Directions:
Go through the lines below and retype each one exactly.

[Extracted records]
Content starts

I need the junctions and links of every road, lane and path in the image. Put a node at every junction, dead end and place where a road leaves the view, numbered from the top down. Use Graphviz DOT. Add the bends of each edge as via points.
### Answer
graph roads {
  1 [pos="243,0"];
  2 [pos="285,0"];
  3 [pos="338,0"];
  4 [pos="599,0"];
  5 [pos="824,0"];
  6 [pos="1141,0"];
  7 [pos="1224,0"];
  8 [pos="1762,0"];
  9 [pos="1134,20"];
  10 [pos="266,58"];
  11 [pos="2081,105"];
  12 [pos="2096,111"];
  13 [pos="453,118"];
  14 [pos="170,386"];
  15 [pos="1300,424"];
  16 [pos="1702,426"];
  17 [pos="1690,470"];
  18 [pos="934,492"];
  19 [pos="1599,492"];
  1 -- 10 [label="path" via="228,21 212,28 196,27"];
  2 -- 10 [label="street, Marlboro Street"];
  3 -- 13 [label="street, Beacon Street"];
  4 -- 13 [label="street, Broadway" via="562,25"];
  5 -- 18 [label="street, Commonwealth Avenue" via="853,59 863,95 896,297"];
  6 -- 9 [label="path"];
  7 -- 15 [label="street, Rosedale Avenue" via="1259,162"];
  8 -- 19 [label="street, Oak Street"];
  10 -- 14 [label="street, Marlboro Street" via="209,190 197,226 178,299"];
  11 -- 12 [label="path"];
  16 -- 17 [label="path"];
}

Content ends

Response area:
I need the junctions and links of every road, lane and path in the image. Put a node at every junction, dead end and place where a road leaves the view, numbered from the top down. Use Graphviz DOT. Add the bends of each edge as via points.
### Answer
graph roads {
  1 [pos="243,0"];
  2 [pos="285,0"];
  3 [pos="338,0"];
  4 [pos="599,0"];
  5 [pos="824,0"];
  6 [pos="1141,0"];
  7 [pos="1224,0"];
  8 [pos="1762,0"];
  9 [pos="1134,20"];
  10 [pos="266,58"];
  11 [pos="2081,105"];
  12 [pos="2096,111"];
  13 [pos="453,118"];
  14 [pos="170,386"];
  15 [pos="1300,424"];
  16 [pos="1702,426"];
  17 [pos="1690,470"];
  18 [pos="934,492"];
  19 [pos="1599,492"];
  1 -- 10 [label="path" via="228,21 212,28 196,27"];
  2 -- 10 [label="street, Marlboro Street"];
  3 -- 13 [label="street, Beacon Street"];
  4 -- 13 [label="street, Broadway" via="562,25"];
  5 -- 18 [label="street, Commonwealth Avenue" via="853,59 863,95 896,297"];
  6 -- 9 [label="path"];
  7 -- 15 [label="street, Rosedale Avenue" via="1259,162"];
  8 -- 19 [label="street, Oak Street"];
  10 -- 14 [label="street, Marlboro Street" via="209,190 197,226 178,299"];
  11 -- 12 [label="path"];
  16 -- 17 [label="path"];
}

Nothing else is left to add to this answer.